>>>

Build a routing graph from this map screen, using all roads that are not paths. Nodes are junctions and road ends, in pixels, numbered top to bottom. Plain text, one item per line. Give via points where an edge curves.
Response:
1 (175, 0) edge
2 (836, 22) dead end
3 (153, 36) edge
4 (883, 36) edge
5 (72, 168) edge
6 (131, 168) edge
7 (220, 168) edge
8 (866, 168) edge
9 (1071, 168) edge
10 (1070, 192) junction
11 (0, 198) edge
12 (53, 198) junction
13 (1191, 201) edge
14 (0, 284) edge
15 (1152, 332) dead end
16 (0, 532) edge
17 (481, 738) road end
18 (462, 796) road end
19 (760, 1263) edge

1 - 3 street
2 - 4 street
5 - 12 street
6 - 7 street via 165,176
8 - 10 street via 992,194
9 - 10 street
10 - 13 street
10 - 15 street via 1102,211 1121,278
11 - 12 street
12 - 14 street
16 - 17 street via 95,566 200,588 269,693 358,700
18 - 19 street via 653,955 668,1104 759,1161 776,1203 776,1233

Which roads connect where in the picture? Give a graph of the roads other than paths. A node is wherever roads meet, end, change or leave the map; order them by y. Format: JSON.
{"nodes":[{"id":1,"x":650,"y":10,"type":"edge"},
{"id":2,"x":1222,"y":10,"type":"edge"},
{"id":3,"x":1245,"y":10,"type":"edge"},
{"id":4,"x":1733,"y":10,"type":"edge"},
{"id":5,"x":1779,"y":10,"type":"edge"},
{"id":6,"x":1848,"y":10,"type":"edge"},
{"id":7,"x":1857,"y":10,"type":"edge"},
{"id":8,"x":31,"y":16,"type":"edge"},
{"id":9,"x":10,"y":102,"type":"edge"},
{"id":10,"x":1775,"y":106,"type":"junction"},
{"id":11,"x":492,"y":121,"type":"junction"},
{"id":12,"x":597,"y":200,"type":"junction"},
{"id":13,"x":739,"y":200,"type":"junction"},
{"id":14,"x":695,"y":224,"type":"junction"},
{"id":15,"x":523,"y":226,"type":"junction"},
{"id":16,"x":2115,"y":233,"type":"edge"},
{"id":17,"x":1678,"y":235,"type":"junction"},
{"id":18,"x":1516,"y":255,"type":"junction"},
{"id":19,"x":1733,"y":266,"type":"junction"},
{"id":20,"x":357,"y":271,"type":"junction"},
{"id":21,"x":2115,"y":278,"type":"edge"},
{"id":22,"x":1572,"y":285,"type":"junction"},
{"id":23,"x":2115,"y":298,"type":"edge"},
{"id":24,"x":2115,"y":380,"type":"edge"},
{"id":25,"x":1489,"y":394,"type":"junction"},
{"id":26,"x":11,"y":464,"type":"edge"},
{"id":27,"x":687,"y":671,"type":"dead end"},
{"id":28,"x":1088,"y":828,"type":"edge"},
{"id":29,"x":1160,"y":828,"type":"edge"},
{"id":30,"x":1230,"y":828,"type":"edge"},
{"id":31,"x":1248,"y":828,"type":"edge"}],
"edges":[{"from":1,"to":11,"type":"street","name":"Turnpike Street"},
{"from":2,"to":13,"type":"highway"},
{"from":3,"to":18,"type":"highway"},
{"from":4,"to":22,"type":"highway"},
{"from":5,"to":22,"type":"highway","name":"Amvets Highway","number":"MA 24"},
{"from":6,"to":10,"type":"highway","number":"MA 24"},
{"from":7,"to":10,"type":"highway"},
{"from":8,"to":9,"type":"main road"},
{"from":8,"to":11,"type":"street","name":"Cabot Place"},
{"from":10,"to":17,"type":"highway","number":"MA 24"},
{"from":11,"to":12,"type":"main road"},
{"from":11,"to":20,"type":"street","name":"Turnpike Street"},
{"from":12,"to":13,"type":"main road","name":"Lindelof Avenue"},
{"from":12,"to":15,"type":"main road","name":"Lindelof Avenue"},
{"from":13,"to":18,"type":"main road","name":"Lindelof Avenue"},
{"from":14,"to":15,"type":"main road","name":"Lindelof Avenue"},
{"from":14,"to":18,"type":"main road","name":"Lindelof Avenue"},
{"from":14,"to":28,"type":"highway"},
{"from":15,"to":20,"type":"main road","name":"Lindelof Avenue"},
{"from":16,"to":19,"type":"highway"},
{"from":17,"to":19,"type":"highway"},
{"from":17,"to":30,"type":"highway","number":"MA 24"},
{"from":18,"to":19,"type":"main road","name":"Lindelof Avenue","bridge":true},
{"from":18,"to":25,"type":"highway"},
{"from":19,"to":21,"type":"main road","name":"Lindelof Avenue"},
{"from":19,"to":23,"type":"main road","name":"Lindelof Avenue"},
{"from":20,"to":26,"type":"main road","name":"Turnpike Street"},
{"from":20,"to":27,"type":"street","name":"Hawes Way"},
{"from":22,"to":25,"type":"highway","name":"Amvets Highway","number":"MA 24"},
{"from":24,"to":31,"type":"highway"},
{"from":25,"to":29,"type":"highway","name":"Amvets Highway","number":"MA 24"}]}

<<<

PROBLEM STATEMENT |
Please state how many lines of the material above include the word "roads"; the number is the whole answer.

RESPONSE TO THE EXERCISE |
2